◆ **What the task asks**
Please return the lines of the data that contain "Omama".

Task material Start Marker

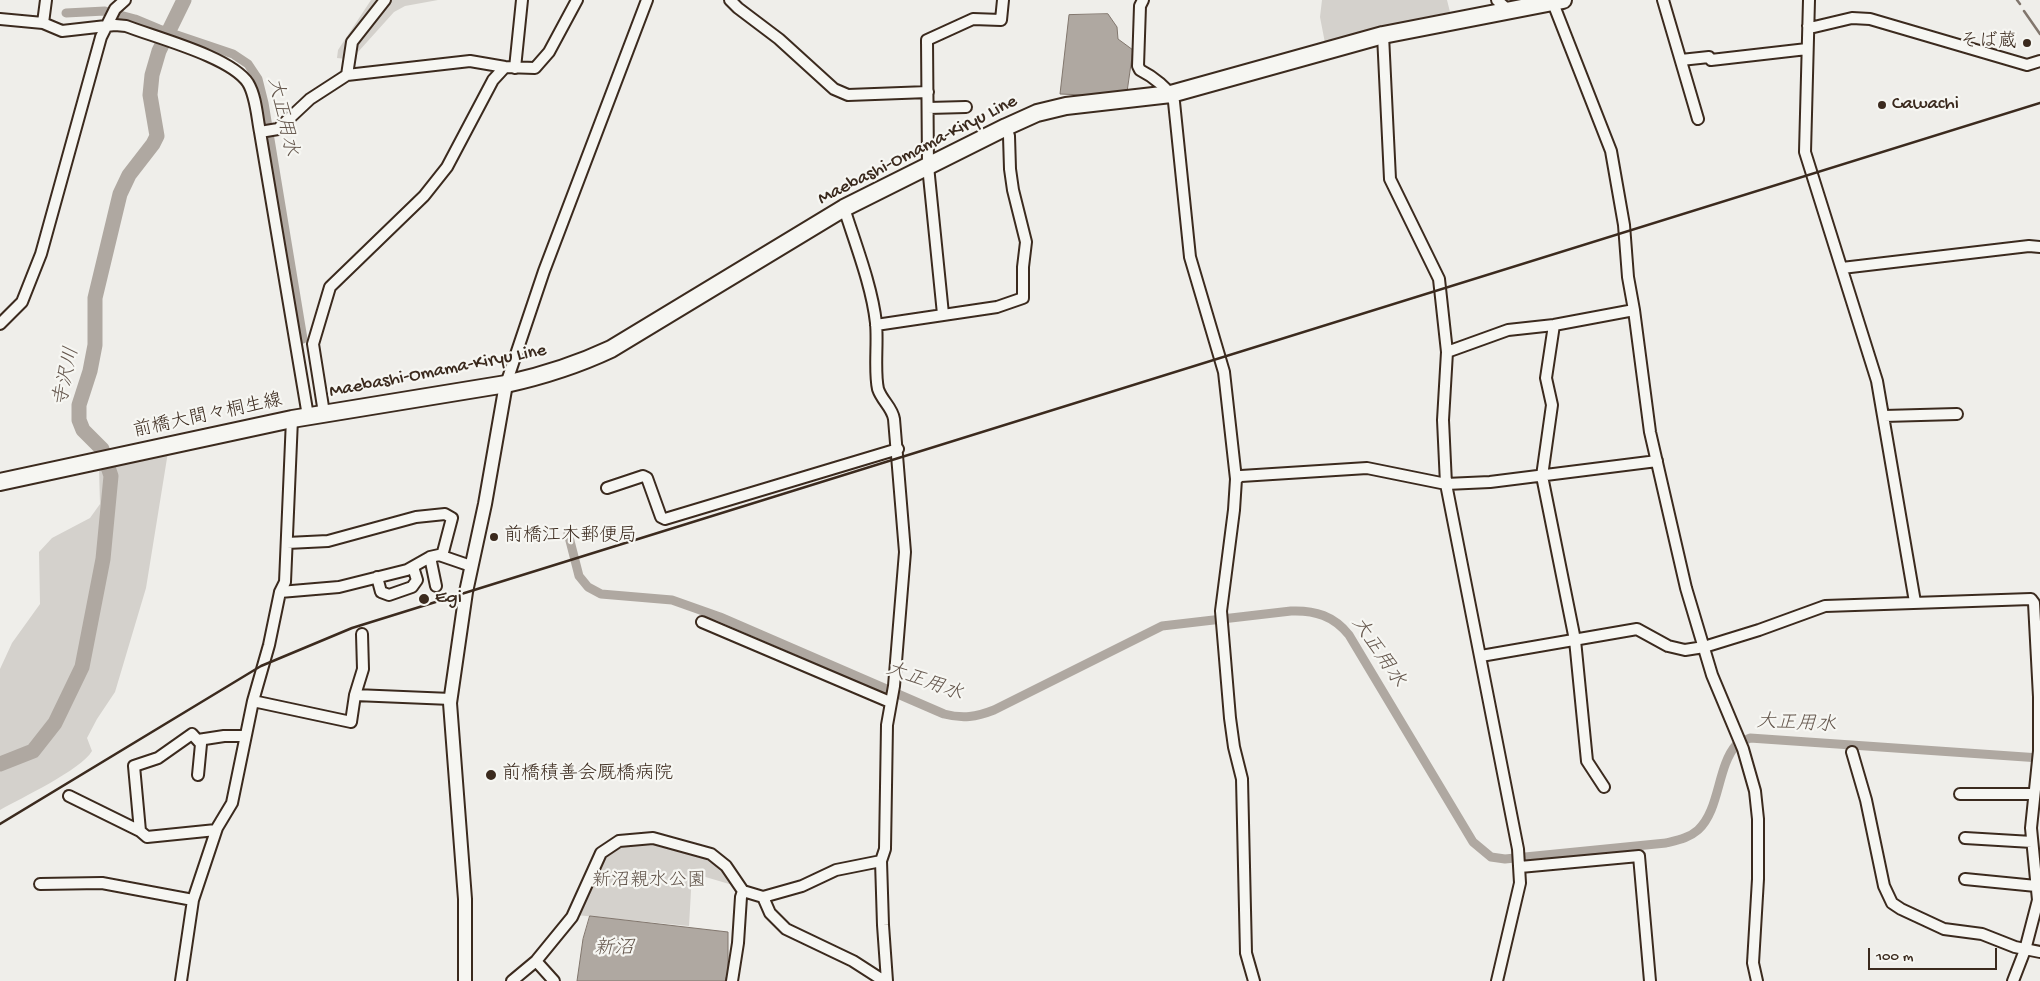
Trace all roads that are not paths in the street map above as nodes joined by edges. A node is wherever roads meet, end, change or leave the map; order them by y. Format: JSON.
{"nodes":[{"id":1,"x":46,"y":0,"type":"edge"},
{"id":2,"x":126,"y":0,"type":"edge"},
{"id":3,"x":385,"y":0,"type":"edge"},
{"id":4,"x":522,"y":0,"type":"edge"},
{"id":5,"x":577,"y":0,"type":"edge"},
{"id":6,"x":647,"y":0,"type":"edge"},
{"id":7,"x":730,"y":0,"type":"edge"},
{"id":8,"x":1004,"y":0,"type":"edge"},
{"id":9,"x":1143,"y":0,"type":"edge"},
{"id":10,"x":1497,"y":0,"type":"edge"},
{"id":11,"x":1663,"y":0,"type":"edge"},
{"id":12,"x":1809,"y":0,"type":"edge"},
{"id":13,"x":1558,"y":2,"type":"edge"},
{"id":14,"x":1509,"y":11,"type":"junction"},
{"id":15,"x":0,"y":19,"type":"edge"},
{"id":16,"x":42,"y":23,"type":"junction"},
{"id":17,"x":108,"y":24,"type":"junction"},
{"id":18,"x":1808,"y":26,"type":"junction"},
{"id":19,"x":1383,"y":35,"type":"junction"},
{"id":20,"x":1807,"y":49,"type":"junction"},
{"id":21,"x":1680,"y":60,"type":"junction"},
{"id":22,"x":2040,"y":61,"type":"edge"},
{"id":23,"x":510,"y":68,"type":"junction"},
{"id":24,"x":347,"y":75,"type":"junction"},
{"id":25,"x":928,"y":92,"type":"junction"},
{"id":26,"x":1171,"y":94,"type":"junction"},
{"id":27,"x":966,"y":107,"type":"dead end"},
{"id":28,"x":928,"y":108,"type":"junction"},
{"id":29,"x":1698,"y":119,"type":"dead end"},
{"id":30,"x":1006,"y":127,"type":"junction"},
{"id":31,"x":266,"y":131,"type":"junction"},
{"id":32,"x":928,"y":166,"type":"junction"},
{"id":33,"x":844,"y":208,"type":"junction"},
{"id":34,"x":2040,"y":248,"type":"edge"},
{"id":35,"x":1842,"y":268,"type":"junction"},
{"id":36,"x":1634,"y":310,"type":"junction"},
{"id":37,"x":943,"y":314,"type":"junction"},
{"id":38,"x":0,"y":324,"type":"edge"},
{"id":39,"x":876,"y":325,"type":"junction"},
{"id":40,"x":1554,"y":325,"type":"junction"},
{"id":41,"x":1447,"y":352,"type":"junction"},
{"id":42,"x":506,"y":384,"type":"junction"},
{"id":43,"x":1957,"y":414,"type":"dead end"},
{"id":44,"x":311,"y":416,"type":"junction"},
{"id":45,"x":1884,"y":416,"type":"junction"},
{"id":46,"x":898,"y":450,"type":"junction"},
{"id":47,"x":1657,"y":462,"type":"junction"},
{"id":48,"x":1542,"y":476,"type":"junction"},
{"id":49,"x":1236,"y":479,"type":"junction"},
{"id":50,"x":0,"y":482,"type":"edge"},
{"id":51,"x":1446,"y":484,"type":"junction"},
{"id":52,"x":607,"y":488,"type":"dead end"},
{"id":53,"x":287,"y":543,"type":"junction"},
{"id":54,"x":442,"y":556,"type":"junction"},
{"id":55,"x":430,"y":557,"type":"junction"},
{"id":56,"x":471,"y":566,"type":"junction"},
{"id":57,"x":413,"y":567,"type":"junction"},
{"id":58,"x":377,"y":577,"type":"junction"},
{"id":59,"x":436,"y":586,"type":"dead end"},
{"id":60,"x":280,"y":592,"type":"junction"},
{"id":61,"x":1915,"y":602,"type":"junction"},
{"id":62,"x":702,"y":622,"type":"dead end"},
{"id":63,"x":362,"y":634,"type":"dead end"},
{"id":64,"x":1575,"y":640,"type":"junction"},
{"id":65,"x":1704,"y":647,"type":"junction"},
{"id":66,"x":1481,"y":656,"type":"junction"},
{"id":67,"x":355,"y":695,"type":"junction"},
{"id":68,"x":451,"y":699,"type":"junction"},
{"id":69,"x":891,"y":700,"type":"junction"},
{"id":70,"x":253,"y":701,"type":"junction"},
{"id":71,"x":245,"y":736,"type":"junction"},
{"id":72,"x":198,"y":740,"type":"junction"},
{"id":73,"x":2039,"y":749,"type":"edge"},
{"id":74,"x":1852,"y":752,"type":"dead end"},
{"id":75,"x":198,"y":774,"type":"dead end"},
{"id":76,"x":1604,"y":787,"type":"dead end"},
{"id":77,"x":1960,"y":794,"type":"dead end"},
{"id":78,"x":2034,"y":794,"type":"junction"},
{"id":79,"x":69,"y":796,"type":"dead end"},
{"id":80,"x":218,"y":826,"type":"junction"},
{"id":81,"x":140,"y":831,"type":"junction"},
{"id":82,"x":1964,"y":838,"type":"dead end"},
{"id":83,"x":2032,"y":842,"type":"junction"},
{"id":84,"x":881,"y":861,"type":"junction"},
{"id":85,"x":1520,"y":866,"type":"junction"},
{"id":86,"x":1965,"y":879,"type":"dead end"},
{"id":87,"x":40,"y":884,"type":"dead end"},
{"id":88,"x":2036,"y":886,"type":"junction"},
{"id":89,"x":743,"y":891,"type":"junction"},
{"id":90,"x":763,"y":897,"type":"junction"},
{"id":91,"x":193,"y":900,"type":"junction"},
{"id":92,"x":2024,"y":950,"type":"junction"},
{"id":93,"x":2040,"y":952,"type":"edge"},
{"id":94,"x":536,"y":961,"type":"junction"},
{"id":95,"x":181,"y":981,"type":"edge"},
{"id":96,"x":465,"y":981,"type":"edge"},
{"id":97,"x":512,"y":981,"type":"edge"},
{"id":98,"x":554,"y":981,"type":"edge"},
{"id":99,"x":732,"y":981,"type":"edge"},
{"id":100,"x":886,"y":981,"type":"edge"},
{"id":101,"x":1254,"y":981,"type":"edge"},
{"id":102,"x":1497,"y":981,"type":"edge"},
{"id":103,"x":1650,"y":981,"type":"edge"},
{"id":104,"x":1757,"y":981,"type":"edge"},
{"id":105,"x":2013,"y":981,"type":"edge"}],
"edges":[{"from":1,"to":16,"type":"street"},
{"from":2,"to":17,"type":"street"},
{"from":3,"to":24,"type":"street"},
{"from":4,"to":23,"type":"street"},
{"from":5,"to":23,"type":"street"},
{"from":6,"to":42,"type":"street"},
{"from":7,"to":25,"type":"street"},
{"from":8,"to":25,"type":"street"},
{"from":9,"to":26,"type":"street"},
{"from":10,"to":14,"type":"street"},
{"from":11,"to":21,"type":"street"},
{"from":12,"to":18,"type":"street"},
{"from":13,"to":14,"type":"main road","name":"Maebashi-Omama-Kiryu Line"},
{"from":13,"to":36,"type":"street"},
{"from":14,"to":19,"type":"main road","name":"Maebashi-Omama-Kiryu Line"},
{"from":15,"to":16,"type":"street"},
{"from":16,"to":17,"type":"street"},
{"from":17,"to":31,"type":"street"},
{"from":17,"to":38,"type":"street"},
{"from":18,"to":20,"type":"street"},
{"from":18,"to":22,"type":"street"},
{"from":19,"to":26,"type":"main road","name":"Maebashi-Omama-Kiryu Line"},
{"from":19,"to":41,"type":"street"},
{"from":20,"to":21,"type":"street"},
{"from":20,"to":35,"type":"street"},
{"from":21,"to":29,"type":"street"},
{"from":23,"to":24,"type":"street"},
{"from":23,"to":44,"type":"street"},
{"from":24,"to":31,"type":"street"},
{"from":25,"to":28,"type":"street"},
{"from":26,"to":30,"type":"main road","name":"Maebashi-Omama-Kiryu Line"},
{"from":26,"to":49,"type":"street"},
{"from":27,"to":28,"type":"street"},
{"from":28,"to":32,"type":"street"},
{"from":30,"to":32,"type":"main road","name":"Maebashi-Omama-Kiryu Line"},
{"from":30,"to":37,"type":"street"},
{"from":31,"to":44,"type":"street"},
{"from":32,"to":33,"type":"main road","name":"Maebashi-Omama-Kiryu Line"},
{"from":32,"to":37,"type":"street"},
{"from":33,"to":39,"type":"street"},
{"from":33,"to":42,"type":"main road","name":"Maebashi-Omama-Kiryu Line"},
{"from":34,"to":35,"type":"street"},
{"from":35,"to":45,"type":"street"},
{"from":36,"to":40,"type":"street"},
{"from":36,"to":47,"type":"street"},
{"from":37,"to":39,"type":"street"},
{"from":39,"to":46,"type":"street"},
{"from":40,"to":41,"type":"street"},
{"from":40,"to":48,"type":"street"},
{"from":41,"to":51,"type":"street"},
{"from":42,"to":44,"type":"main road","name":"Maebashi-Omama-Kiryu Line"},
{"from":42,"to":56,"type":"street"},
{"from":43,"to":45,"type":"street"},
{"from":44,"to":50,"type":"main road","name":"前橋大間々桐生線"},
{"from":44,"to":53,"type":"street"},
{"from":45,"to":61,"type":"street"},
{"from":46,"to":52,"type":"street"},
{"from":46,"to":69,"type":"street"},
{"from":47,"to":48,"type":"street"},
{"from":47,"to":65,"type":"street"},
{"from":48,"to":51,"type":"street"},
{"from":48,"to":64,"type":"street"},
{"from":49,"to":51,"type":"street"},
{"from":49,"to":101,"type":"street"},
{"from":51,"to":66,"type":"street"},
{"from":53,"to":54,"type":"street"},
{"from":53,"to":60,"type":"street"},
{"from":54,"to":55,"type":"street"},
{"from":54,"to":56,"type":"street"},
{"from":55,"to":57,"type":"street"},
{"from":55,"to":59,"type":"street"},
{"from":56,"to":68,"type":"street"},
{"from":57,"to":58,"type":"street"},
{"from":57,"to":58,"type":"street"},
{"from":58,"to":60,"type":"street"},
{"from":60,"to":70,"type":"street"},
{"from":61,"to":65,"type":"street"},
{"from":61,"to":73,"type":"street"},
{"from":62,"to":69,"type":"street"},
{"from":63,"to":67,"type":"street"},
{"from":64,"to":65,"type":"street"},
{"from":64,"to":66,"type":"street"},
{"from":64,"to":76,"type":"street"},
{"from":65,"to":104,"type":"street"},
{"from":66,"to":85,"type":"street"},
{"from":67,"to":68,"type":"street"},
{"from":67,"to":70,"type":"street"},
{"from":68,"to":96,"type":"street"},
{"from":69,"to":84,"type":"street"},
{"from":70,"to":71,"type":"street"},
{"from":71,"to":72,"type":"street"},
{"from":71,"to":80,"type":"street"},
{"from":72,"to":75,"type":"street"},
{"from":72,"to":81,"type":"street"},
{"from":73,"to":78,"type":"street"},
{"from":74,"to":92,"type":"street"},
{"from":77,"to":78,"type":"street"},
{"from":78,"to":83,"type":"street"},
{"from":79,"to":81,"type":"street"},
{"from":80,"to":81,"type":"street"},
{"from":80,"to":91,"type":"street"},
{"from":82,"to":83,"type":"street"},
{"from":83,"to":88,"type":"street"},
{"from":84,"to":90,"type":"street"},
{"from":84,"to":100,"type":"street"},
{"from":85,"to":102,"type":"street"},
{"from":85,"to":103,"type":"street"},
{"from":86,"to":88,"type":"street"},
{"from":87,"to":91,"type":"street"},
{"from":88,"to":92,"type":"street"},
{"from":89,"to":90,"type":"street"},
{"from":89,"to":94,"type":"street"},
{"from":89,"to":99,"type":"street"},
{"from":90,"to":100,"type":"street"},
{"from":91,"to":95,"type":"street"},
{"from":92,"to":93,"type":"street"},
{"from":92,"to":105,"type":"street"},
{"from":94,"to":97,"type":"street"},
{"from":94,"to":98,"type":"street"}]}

Task material End Marker

◆ **Exercise output**
{"from":13,"to":14,"type":"main road","name":"Maebashi-Omama-Kiryu Line"},
{"from":14,"to":19,"type":"main road","name":"Maebashi-Omama-Kiryu Line"},
{"from":19,"to":26,"type":"main road","name":"Maebashi-Omama-Kiryu Line"},
{"from":26,"to":30,"type":"main road","name":"Maebashi-Omama-Kiryu Line"},
{"from":30,"to":32,"type":"main road","name":"Maebashi-Omama-Kiryu Line"},
{"from":32,"to":33,"type":"main road","name":"Maebashi-Omama-Kiryu Line"},
{"from":33,"to":42,"type":"main road","name":"Maebashi-Omama-Kiryu Line"},
{"from":42,"to":44,"type":"main road","name":"Maebashi-Omama-Kiryu Line"},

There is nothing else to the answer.